By Karine Kalantarian
A 24-year-old man who hit a police officer with a plastic bottle of mineral water during the brutal dispersal of an opposition demonstration in Yerevan last month was sentenced to 18 months in prison on Wednesday.Meanwhile, two senior members of Armenia’s most radical opposition party were set free after spending nearly two months in detention.
The court of first instance in Yerevan’s central administrative district handed down the ruling at the end of Edgar Arakelian’s two-day trial, citing a clause in the Armenian criminal code dealing with physical assaults on government officials which do not threaten their life. The defendant’s lawyer denounced the sentence as too harsh and vowed to appeal it.

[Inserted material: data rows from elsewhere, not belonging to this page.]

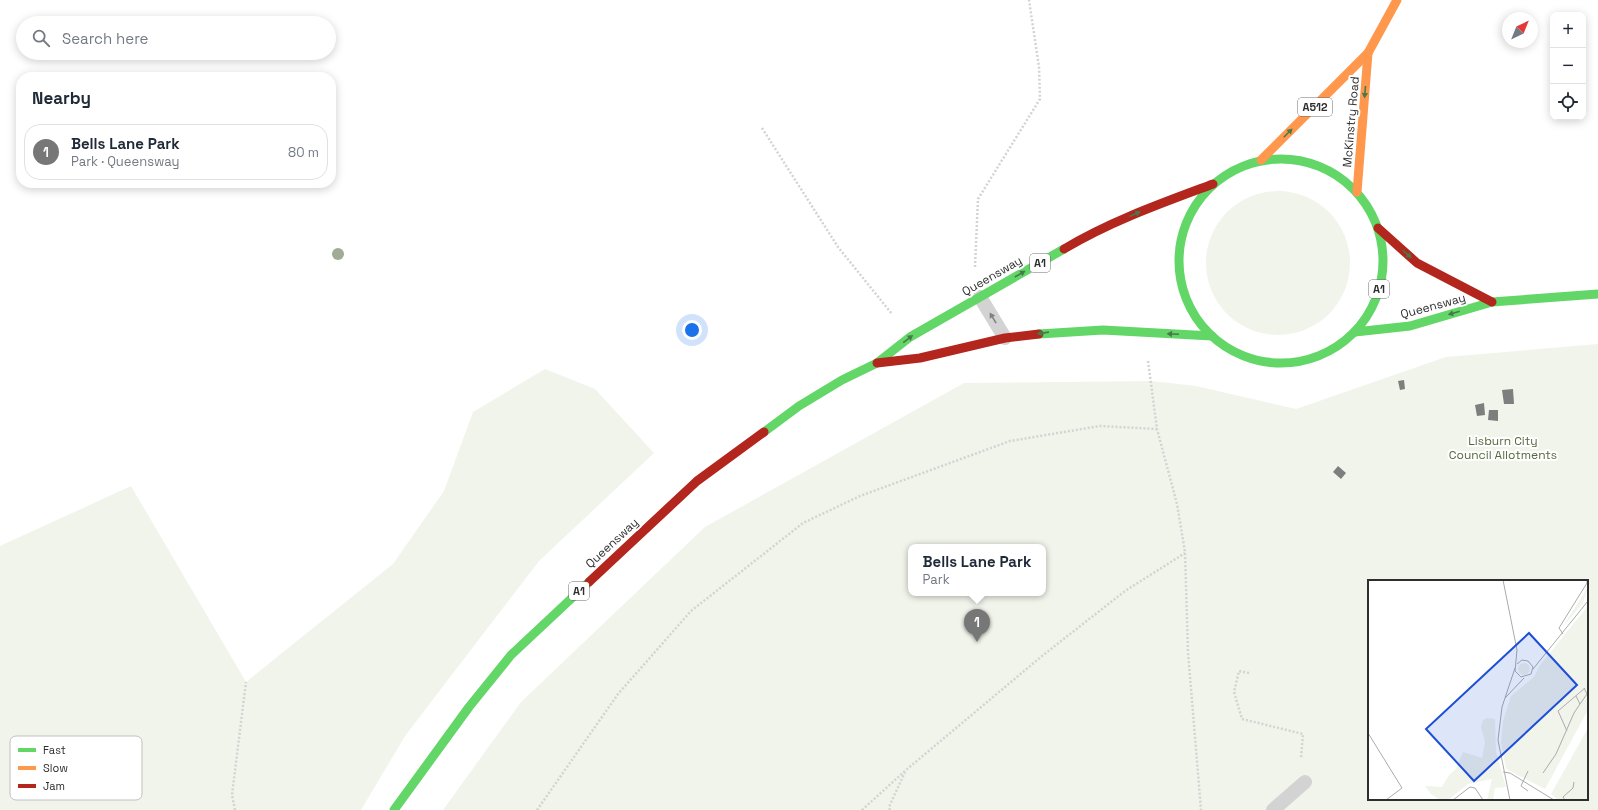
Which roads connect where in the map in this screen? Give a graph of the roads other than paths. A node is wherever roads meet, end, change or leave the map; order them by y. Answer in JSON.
{"nodes":[{"id":1,"x":1397,"y":0,"type":"edge"},
{"id":2,"x":1368,"y":53,"type":"junction"},
{"id":3,"x":1261,"y":160,"type":"junction"},
{"id":4,"x":1213,"y":184,"type":"junction"},
{"id":5,"x":1357,"y":192,"type":"junction"},
{"id":6,"x":1378,"y":228,"type":"junction"},
{"id":7,"x":1598,"y":294,"type":"edge"},
{"id":8,"x":980,"y":297,"type":"junction"},
{"id":9,"x":1492,"y":302,"type":"junction"},
{"id":10,"x":1355,"y":332,"type":"junction"},
{"id":11,"x":1212,"y":336,"type":"junction"},
{"id":12,"x":1005,"y":338,"type":"junction"},
{"id":13,"x":877,"y":363,"type":"junction"},
{"id":14,"x":1305,"y":782,"type":"dead end"},
{"id":15,"x":394,"y":810,"type":"edge"},
{"id":16,"x":1273,"y":810,"type":"edge"}],
"edges":[{"from":1,"to":2,"type":"main road","name":"McKinstry Road","number":"A512"},
{"from":3,"to":2,"type":"main road","name":"McKinstry Road","number":"A512","one_way":true},
{"from":2,"to":5,"type":"main road","name":"McKinstry Road","number":"A512","one_way":true},
{"from":3,"to":4,"type":"main road","number":"A1"},
{"from":3,"to":5,"type":"main road","number":"A1"},
{"from":8,"to":4,"type":"main road","name":"Queensway","number":"A1","one_way":true},
{"from":4,"to":11,"type":"main road","number":"A1"},
{"from":5,"to":6,"type":"main road","number":"A1"},
{"from":6,"to":9,"type":"main road","name":"Queensway","number":"A1","one_way":true},
{"from":6,"to":10,"type":"main road","number":"A1"},
{"from":7,"to":9,"type":"main road","name":"Queensway"},
{"from":12,"to":8,"type":"lane","one_way":true},
{"from":13,"to":8,"type":"main road","name":"Queensway","number":"A1","one_way":true},
{"from":9,"to":10,"type":"main road","name":"Queensway","one_way":true},
{"from":10,"to":11,"type":"main road","number":"A1"},
{"from":11,"to":12,"type":"main road","name":"Queensway","number":"A1","one_way":true},
{"from":12,"to":13,"type":"main road","name":"Queensway","number":"A1"},
{"from":13,"to":15,"type":"main road","name":"Queensway","number":"A1"},
{"from":14,"to":16,"type":"lane"}]}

Arakelian is a resident of a small town near the Armenian capital affiliated with the opposition People’s Party of Armenia (HZhK). He was among dozens of people arrested for their participation in the April 12-13 demonstration on Marshal Baghramian Avenue leading to President Robert Kocharian’s official residence. Scores of others were injured when the baton-wielding riot police used water cannons, stun grenades and, according to some witness accounts, electric-shock equipment to break up the protest.
The heavy-handed police actions were condemned by the New York-based Human Rights Watch. “The Armenian government is repeating the same sorts of abuses that called into question the legitimacy of last year’s election and sparked the protests in the first place,” Rachel Denber, acting executive director of the New York-based group’s New Europe and Central Asia division, said in a statement on May 4.
Arakelian is the third opposition activist jailed on criminal charges since the start of the opposition campaign of street protests against President Robert Kocharian. Two other HZhK members were sentenced earlier this month to one year and 9 months in prison for clashing with government supporters and plainclothes police officers that tried to disrupt an opposition demonstration in Gyumri on March 28. Another Gyumri oppositionist got a suspended one-year jail term.
Two other, more prominent opposition activists, Aramazd Zakarian and Zhora Sapeyan of the Hanrapetutyun (Republic) party were released late on Tuesday. Both men were arrested in early April for “publicly insulting” senior government officials, a charge dismissed by the opposition as politically motivated.
A prosecutor involved in the investigation said the case against them was dropped after they admitted to the accusations. “Zakarian and Sapeyan repented and that is why their criminal prosecution was discontinued,” Aram Khachatrian told RFE/RL.
Both men denied admitting their guilt, however.
Law-enforcement sources told RFE/RL that two other prominent members of Hanrapetutyun, former Defense Minister Vagharshak Harutiunian and Suren Sureniants, are also likely to be set free soon. They said among those pressing for their release is Ambassador Vladimir Pryakhin, head of the Yerevan office of the Organization for Security and Cooperation in Europe.